Most social channels will also give you the ability to include information in a "bio", "about" or "story" section. It can feel tricky writing about yourself and your business, but don't shy away from providing this information. You don't have to write a lot here, but it's important to provide some information about who you are and what you offer. A few sentences is great!
3. Check the visual elements
All social media channels are highly visual places where lots of brands are competing for customers' attention. It's important to ensure that your branding is consistent and looking its best.
Check your profile and cover photos. Are they up to date? Ensure that they are not blurry (especially if they include text). Blurry images do a lot to undermine your professional image and can turn customers away. Do the images use the correct colours and are they sized correctly (so that important parts of the image or text are not cropped/missing)?

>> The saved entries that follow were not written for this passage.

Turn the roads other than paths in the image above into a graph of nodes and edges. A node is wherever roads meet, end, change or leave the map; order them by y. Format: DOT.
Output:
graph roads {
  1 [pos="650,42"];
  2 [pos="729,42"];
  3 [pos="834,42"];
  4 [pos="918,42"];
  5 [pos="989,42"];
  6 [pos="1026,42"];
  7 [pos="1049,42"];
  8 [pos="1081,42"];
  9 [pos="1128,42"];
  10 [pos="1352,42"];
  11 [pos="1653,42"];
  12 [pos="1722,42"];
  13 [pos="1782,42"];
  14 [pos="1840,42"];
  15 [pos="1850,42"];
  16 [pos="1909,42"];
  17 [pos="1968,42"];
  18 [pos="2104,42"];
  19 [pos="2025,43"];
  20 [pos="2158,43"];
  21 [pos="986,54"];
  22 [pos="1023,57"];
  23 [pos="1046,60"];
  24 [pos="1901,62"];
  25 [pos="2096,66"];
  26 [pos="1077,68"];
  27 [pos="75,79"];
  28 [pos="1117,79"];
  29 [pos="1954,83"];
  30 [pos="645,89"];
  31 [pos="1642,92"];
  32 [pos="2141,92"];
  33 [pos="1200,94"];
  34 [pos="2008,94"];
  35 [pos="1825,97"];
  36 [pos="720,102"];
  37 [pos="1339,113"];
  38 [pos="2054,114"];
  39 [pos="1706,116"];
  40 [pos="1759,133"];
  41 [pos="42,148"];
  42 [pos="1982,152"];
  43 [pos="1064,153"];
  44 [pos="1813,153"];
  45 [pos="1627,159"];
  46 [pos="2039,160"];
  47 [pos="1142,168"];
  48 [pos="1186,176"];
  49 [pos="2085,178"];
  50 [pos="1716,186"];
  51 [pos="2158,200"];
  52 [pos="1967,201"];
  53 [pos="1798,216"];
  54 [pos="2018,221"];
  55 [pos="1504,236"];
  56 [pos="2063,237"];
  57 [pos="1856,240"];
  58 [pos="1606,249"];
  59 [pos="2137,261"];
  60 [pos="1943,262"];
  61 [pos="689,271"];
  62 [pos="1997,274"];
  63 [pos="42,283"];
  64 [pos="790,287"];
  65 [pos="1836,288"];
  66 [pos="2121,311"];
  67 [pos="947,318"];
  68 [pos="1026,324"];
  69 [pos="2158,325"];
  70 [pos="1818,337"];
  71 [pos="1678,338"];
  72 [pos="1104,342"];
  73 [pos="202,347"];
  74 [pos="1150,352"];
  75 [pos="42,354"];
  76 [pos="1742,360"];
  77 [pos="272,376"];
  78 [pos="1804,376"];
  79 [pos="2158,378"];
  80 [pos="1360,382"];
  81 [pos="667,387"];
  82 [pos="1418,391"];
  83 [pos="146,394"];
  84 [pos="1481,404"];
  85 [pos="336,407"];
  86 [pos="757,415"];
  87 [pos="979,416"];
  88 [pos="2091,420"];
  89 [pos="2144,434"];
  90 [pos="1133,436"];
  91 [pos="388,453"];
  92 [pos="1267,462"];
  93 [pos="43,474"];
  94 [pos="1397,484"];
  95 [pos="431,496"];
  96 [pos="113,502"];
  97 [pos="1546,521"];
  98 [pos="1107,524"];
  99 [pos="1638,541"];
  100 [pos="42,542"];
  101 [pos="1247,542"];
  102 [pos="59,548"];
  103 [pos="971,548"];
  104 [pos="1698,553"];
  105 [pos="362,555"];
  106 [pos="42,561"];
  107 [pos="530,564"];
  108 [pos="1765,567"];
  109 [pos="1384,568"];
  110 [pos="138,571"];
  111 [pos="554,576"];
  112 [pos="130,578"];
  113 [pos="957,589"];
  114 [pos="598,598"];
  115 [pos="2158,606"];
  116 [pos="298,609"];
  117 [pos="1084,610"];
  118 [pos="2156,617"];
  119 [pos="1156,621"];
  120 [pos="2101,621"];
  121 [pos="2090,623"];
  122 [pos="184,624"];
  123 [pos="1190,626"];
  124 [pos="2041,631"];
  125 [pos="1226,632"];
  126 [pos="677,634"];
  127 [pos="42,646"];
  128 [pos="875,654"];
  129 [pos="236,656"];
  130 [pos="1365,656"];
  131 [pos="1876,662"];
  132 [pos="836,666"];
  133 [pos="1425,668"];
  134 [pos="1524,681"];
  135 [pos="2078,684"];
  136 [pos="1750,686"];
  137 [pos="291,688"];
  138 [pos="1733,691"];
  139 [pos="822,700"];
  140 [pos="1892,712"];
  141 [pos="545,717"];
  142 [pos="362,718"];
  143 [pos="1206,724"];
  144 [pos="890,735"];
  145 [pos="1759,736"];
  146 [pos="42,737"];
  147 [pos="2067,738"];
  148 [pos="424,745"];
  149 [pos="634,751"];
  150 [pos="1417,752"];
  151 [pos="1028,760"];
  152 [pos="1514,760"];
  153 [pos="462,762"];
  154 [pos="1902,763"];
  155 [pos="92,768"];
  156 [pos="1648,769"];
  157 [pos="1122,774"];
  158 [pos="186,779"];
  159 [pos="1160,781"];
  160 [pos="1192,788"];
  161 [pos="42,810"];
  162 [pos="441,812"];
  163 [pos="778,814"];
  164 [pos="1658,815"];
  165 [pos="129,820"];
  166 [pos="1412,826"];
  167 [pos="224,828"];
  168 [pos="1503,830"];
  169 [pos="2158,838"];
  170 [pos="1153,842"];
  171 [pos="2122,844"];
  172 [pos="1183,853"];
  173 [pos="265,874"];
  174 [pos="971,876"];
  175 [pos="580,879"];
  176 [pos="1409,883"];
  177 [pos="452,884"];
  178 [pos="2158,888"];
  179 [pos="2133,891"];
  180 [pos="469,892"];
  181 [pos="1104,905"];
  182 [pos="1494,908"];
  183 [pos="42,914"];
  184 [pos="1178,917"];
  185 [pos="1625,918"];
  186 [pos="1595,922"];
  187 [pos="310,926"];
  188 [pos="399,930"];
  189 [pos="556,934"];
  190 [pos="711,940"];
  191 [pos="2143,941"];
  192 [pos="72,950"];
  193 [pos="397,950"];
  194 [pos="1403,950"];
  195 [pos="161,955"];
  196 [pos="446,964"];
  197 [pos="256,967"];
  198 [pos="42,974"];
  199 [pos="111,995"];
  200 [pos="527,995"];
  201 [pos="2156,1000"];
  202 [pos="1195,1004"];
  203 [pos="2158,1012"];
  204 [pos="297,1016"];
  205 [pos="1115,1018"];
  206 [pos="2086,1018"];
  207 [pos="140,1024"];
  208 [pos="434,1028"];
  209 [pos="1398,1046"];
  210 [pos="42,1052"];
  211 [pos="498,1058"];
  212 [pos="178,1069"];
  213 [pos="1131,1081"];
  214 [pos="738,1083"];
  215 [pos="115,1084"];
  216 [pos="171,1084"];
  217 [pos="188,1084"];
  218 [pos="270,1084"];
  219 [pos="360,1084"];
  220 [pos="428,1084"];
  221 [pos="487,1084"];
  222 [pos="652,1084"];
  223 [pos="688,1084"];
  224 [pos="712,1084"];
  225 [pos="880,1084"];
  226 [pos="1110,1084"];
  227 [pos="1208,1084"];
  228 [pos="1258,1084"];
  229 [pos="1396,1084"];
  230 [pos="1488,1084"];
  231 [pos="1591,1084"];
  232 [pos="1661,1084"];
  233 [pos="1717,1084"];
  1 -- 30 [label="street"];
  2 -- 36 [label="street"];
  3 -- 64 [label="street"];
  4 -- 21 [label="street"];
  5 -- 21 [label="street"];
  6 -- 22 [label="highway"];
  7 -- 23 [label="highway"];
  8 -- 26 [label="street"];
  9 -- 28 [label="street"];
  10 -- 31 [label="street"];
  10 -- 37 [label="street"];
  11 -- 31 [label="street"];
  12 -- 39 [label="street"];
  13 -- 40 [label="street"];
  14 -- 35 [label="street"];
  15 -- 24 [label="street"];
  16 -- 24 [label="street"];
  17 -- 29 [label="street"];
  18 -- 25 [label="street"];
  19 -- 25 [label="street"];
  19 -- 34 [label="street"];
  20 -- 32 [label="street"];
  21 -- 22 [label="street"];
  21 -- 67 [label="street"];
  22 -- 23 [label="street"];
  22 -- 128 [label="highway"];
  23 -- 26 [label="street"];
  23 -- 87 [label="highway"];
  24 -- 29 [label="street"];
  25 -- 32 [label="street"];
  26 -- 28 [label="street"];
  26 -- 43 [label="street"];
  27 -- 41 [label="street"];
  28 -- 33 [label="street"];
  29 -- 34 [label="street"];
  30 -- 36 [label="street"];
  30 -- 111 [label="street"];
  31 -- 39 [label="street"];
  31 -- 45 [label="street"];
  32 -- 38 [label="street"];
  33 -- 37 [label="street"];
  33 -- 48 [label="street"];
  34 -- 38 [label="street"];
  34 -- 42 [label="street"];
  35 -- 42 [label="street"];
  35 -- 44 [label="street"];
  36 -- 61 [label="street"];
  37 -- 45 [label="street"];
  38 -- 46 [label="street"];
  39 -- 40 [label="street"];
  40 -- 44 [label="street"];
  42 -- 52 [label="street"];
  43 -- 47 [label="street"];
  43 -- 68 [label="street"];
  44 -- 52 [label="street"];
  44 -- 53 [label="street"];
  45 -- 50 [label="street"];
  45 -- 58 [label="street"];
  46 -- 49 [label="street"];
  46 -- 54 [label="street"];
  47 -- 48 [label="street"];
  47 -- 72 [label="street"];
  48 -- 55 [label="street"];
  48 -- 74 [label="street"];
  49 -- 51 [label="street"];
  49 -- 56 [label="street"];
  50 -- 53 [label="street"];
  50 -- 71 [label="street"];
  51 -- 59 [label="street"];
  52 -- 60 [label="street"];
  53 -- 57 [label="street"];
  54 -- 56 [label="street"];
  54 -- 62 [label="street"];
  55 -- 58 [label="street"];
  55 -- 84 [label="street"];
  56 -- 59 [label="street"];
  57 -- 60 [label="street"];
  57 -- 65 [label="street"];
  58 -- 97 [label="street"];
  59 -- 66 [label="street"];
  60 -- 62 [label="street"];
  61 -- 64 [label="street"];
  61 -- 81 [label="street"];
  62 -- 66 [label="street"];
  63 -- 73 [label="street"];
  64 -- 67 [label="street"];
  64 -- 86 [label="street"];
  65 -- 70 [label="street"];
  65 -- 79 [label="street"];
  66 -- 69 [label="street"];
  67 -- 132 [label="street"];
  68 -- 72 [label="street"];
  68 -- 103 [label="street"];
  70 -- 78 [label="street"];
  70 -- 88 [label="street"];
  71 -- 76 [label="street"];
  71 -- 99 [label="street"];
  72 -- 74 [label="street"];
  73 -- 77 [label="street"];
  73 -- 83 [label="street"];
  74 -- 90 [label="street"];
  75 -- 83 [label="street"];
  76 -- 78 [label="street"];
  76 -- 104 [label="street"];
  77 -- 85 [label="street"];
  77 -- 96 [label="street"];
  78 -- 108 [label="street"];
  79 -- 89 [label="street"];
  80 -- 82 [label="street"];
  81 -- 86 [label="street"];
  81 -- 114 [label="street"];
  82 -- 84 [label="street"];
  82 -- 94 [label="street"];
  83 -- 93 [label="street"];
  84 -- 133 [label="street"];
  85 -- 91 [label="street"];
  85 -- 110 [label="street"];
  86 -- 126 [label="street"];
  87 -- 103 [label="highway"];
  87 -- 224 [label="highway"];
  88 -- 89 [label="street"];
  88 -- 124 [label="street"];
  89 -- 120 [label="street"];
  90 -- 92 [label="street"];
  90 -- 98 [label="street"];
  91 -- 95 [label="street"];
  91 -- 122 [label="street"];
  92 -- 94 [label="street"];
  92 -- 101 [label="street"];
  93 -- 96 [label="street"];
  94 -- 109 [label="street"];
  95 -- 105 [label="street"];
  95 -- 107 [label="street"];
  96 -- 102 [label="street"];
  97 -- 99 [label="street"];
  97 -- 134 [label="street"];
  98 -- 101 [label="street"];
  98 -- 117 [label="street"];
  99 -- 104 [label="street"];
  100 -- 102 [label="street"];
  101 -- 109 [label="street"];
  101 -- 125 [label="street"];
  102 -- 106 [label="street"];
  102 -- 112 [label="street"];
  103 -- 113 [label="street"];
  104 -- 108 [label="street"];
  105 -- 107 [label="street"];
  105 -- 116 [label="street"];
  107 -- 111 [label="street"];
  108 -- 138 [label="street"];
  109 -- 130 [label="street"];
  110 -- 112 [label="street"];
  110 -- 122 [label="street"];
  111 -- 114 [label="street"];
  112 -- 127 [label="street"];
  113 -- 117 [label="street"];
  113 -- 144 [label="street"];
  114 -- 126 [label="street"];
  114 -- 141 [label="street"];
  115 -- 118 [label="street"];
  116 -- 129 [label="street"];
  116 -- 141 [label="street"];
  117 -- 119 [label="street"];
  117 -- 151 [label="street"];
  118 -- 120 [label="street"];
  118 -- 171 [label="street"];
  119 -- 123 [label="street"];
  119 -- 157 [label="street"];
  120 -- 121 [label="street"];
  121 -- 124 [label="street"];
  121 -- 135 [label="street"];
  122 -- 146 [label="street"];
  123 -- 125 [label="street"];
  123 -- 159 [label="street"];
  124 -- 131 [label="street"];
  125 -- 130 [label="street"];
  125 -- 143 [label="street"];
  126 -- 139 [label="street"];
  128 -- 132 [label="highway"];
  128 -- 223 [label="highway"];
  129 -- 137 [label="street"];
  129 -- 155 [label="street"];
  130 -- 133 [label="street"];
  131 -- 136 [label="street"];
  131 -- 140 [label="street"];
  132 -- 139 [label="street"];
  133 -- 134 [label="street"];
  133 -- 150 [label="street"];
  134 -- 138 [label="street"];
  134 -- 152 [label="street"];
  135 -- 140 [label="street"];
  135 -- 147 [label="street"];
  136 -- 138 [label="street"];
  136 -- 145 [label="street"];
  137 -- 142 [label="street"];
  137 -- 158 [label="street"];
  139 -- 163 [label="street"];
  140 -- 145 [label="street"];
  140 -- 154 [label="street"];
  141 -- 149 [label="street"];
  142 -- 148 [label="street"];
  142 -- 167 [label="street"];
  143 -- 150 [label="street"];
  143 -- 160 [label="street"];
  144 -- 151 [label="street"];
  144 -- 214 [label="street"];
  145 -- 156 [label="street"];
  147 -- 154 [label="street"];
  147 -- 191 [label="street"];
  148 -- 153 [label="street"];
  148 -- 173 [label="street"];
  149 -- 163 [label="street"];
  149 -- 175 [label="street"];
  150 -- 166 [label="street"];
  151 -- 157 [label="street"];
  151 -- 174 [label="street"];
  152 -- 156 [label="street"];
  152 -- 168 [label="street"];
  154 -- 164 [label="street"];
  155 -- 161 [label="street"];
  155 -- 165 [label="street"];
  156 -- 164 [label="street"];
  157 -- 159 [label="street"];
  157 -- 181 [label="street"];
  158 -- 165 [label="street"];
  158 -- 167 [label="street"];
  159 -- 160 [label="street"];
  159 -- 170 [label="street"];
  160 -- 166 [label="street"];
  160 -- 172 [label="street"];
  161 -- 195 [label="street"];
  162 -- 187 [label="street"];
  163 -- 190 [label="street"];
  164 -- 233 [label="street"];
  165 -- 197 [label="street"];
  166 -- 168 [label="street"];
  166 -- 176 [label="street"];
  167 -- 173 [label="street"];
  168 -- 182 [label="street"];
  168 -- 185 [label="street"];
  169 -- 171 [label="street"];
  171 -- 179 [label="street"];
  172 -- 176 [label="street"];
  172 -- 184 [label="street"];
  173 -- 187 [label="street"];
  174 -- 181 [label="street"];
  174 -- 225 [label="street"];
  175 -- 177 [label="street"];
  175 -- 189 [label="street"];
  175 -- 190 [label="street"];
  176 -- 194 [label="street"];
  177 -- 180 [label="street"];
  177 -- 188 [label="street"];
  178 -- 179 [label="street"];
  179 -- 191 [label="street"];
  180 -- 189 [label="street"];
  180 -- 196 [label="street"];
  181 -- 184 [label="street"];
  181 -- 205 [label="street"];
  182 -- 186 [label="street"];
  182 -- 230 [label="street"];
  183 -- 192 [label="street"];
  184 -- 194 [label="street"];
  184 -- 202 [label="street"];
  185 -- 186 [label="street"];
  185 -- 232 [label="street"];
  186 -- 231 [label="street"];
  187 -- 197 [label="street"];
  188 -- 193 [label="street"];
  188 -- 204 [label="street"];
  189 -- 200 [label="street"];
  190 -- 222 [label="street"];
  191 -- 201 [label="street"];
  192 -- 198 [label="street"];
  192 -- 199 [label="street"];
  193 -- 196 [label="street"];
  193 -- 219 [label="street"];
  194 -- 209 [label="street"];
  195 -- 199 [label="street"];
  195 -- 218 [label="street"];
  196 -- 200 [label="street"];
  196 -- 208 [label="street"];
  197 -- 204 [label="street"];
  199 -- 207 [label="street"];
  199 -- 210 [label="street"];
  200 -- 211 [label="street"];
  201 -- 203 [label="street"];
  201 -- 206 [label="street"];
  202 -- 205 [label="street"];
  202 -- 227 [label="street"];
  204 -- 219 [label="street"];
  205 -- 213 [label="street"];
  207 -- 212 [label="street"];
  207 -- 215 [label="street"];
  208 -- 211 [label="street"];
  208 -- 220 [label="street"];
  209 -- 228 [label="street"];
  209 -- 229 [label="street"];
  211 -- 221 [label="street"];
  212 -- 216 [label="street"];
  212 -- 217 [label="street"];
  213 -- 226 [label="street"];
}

If there are any problems with images, put a plan in place to get this fixed as soon as possible.
4. Check the regularity of posting
When it comes to how regularly you should post we make different recommendations to our clients depending on which channels they are using and their individual marketing goals. Generally, posting once a day to each social profile is recommended. That said, there are some clients whose social media we manage and post to once a week, and some for whom we publish content three times each day. It's about finding something that is both manageable and returning good results, whilst also being sustainable in the long term.
Take a look at how regularly you're posting to each of your channels. Is this returning the results that you would like? Looking at the statistics or insights that each channel provides you with can help you to understand audience engagement with your page and to make a plan for the best times and days to post.
It is also worth identifying some "influencers" to follow. These should be other people or businesses in your industry who are managing their social media successfully. Taking note of their content and how often they post it can be helpful in making your own plan.
5. Set some next steps
By this point, it's likely that you will have identified some areas for improvement in your social media strategy. Perhaps you need to complete some profile details or maybe creating some sharp, new images will help your brand to shine. Could it be that your posting schedule requires attention?
Identify three specific actions you could undertake to improve your social media. For example, one action could be "replace the cover image on my Facebook page with an image that is sharp and uses my brand colours". Once you've decided on these three actions, prioritise them from most important to least and tackle them in that order.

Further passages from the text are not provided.